Q: I feel that my children could be doing more to help around the house. Not only are they not participating, but they expect that everything will continue as usual, no matter how busy I am. This includes having a full supper served at the customary hour and their mother (me!) paying full attention to the myriad details of their daily lives.
But what they expect is totally unrealistic!
Besides being a homemaker, I work part-time — yet my family wants me to always be available for them! They don’t think about my needs at all. When I go to the gym at night, they resent it. And when it comes to attending simchos, I have to think twice before going, to be sure I won’t be assailed by complaints when I return.
(My husband works until late at night and makes time to learn whenever he can, so he is not in this picture.)
The older children complain that their friends don’t work so hard and “advise” me to get more cleaning help. Everyone gets less homework these days, so I don’t know what their problem is.
Even the little ones could be more helpful. I just don’t seem to have the tools to guide them.
A: Teaching compassion is constructive. If children have limited consideration towards their parents while growing up, it often does not change when they are older.
Human beings have needs, and acknowledging that all people (including parents) have physical and emotional boundaries is a wake-up call to reality. Your children’s expectations seem overly high, and no human being can live up to such continuous unrealistic expectations.
It is best to have a family meeting to discuss what needs to be done and what each person, according to age and ability, can do to assist in the household chores.
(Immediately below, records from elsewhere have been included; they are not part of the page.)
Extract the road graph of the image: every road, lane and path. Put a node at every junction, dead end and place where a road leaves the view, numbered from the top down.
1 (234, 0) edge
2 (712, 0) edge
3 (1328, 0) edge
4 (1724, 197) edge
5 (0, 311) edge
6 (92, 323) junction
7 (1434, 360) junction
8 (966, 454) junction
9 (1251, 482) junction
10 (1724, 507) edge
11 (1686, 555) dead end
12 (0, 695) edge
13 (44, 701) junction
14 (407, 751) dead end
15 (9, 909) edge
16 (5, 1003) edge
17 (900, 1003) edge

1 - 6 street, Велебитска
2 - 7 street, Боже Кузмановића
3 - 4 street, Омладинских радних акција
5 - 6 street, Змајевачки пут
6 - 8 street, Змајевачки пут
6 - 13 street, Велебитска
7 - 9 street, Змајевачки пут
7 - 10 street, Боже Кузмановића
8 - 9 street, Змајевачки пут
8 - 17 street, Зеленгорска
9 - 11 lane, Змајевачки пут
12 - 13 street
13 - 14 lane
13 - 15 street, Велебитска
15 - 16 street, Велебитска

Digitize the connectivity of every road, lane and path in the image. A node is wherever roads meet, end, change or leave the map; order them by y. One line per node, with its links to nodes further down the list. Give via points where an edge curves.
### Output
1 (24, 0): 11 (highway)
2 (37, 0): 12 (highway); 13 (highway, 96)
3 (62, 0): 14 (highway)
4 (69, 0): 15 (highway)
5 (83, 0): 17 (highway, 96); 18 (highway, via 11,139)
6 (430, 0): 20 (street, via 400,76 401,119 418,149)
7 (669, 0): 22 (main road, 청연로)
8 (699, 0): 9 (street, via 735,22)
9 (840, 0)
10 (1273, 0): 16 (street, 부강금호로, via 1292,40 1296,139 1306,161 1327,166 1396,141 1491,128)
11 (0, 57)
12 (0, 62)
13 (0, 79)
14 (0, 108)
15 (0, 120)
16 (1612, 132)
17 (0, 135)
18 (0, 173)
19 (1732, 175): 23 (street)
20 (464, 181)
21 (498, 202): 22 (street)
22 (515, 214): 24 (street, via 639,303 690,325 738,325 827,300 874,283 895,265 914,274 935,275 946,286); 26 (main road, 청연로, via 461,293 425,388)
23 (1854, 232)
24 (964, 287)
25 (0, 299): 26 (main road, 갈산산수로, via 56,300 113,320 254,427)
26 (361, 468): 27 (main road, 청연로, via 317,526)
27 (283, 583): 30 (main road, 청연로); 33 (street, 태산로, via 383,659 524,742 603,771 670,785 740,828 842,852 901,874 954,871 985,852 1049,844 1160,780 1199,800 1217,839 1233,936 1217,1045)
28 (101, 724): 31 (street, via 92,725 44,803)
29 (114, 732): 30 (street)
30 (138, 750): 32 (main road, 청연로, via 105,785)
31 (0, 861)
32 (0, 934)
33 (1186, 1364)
Present your requirements in a non-emotional way, laying out what it would take for you to function properly. Include items such as adequate sleep and exercise.
Mention each child’s helpful contributions in the past and stress how they were so helpful to you. Sometimes using humor can help avoid power struggles with children and lighten a stressful situation (as assigning household chores and expecting compliance can be stressful).
Your children need to learn to spell out their requests in advance. Before you attend a simchah, mention exactly when you plan to leave the house and when and for how long you will be available to assist them beforehand. This helps your children clarify their expectations rather than submitting you to a litany of incessant demands. Teaching them that parents have their own parameters of time is not selfish; this knowledge is a learning tool that helps children be more aware that life also has demands on others.
It is true that you will probably still hear “But Ma, I forgot that I have math homework!” or “I can’t find my uniform skirt for tomorrow!” However, the actual amount of time you are “on call” will likely be shortened. Your pleasantly articulated reminder that “I need to leave at 7:40, as I mentioned before” does not show a lack of kindness. You are not saying, “Here you go again, bothering me at the last minute,” or “I’ve had it with your being so disorganized!”
People work more efficiently when motivated, and parents usually know what motivates their children to be more compliant. Rewards for helping around the house vary according to each household.
Hatzlachah in this most important endeavor!